The British social class system isn’t what it once was, and most people would say that’s a good thing. Nonetheless, unofficial economic and cultural tiers still exist in the country. To address the ever-evolving stratification in the U.K., the BBC has launched its Great British class calculator.

The online tool lets people (even Americans) find out where they fit among seven newly designated class labels.

The two behind the calculator, Mike Savage from the London School of Economics and Fiona Devine from the University of Manchester, had first conducted the Great British Class Survey. They described the resulting calculator on the BBC website:

“We devised a new way of measuring class, which doesn't define class just by the job that you do, but by the different kinds of economic, cultural and social resources or 'capitals' that people possess,” they wrote of the results.
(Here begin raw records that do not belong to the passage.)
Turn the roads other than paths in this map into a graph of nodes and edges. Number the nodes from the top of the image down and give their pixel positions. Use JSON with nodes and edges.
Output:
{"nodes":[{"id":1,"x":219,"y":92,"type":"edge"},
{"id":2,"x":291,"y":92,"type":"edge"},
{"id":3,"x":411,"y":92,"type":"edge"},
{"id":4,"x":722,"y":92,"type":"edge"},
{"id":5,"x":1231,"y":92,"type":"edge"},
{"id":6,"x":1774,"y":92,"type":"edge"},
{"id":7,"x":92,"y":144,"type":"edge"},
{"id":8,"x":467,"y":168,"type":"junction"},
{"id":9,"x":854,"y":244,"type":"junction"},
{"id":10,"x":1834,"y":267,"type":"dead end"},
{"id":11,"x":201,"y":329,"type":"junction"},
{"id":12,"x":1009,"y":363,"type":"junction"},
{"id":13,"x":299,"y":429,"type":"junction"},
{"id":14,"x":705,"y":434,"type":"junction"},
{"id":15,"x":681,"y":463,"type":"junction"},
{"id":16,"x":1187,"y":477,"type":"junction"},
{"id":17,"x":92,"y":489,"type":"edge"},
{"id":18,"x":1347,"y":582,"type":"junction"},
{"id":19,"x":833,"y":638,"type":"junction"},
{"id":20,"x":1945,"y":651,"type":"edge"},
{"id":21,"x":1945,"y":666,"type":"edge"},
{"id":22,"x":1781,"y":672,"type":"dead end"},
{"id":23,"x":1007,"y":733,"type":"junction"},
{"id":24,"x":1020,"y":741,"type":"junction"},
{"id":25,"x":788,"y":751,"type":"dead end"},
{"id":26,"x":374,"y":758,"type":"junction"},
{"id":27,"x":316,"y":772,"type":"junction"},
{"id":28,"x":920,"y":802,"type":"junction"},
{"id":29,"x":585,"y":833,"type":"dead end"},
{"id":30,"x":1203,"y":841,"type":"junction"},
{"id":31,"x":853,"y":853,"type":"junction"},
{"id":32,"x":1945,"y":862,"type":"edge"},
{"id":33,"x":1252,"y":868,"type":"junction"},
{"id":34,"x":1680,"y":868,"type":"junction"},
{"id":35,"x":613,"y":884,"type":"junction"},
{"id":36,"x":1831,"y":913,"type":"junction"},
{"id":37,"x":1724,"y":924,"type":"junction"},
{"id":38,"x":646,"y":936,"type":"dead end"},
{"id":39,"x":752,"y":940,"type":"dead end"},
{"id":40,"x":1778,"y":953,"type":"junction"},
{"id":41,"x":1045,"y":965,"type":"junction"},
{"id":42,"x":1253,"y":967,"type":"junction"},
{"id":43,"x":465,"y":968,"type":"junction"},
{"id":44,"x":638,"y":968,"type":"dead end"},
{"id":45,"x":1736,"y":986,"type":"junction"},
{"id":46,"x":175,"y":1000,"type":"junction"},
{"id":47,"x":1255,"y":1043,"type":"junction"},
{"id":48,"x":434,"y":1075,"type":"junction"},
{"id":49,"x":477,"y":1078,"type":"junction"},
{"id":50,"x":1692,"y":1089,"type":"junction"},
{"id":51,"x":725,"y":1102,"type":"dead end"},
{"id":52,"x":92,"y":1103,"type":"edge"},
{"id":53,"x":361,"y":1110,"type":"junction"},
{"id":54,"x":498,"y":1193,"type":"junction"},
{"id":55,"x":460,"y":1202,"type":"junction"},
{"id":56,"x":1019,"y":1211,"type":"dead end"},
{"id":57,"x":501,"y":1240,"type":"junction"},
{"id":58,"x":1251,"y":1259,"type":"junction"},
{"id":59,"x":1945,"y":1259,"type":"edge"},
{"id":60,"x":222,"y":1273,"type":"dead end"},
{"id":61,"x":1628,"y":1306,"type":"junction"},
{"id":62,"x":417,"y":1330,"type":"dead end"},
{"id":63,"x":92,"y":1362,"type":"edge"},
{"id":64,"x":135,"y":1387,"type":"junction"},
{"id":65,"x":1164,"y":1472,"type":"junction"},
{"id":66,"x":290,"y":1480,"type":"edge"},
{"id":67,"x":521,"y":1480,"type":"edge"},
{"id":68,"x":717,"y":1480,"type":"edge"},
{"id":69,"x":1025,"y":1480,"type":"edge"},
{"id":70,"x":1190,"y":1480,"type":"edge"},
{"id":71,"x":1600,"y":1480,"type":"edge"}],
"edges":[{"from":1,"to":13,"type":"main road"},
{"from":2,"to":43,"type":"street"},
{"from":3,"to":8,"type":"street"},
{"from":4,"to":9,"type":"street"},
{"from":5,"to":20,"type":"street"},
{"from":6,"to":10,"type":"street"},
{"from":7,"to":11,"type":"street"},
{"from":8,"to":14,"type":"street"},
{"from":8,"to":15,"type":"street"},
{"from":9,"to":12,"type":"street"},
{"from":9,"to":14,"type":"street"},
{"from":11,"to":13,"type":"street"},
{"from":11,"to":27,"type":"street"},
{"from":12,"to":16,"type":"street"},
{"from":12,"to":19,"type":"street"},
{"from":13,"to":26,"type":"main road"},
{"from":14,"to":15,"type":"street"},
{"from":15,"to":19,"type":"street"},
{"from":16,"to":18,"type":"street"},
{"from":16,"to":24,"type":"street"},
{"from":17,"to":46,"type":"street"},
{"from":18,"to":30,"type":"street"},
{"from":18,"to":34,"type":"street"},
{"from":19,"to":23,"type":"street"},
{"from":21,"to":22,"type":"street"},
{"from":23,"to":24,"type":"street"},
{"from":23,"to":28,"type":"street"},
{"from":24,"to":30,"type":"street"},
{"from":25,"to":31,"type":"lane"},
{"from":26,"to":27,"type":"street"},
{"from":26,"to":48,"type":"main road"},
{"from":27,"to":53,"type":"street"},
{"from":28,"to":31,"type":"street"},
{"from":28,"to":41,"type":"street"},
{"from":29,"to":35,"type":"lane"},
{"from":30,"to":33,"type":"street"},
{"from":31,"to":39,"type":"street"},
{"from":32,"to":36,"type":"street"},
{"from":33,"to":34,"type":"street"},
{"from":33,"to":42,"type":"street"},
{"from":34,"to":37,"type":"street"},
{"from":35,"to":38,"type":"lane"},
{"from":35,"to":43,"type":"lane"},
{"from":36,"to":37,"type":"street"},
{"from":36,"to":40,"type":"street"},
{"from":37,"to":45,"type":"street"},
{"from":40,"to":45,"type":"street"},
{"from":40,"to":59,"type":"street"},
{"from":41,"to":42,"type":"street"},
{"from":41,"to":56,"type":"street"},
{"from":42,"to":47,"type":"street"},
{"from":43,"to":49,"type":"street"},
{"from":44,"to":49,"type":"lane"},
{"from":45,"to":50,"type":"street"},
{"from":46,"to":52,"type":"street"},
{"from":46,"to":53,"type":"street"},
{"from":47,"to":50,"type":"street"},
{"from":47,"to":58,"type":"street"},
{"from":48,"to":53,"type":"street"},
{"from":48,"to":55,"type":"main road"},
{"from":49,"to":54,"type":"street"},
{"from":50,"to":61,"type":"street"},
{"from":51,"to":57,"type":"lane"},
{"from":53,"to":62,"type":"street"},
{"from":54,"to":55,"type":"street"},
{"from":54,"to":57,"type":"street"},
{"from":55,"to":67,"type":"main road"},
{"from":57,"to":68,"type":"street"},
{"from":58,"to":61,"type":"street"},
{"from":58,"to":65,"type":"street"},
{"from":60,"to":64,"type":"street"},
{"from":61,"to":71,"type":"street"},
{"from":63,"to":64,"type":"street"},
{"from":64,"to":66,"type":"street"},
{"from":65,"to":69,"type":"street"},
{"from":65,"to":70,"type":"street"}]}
To start, the calculator asks some easily quantifiable questions, including how much annual income a person takes home, whether they own any property and how much, if any, money they have set aside in savings.

But from there, the questions become interestingly more subjective. For example, the next series of questions concern what types of people an individual knows socially, ranging from secretary to software designer.

Participants are then asked what sort of cultural activities they engage in. Do you go to museums or listen to hip-hop music? It apparently factors into your class ranking, even if you readily engage in both activities. The calculator also wants to know if you go to the gym to exercise.

So, how do the results work out? Well, if you listen to indie rock, go to the gym and make more than 50,000 pounds (about $80,000) per year, you likely fit into the “Technical Middle Class,” which the calculator describes as, “a small, distinctive and prosperous new class group,” defined by individuals who “mix socially with people similar to themselves, work in research, science and technical fields and enjoy emerging culture such as going to the gym and using social media.”

The data from the survey was also analyzed by academics from the University of York, City University, the University of Bergen in Norway and the Universite Paris Descartes in France. Responses were provided by 161,000 people.

The BBC notes that the new survey represents the largest ever of its kind.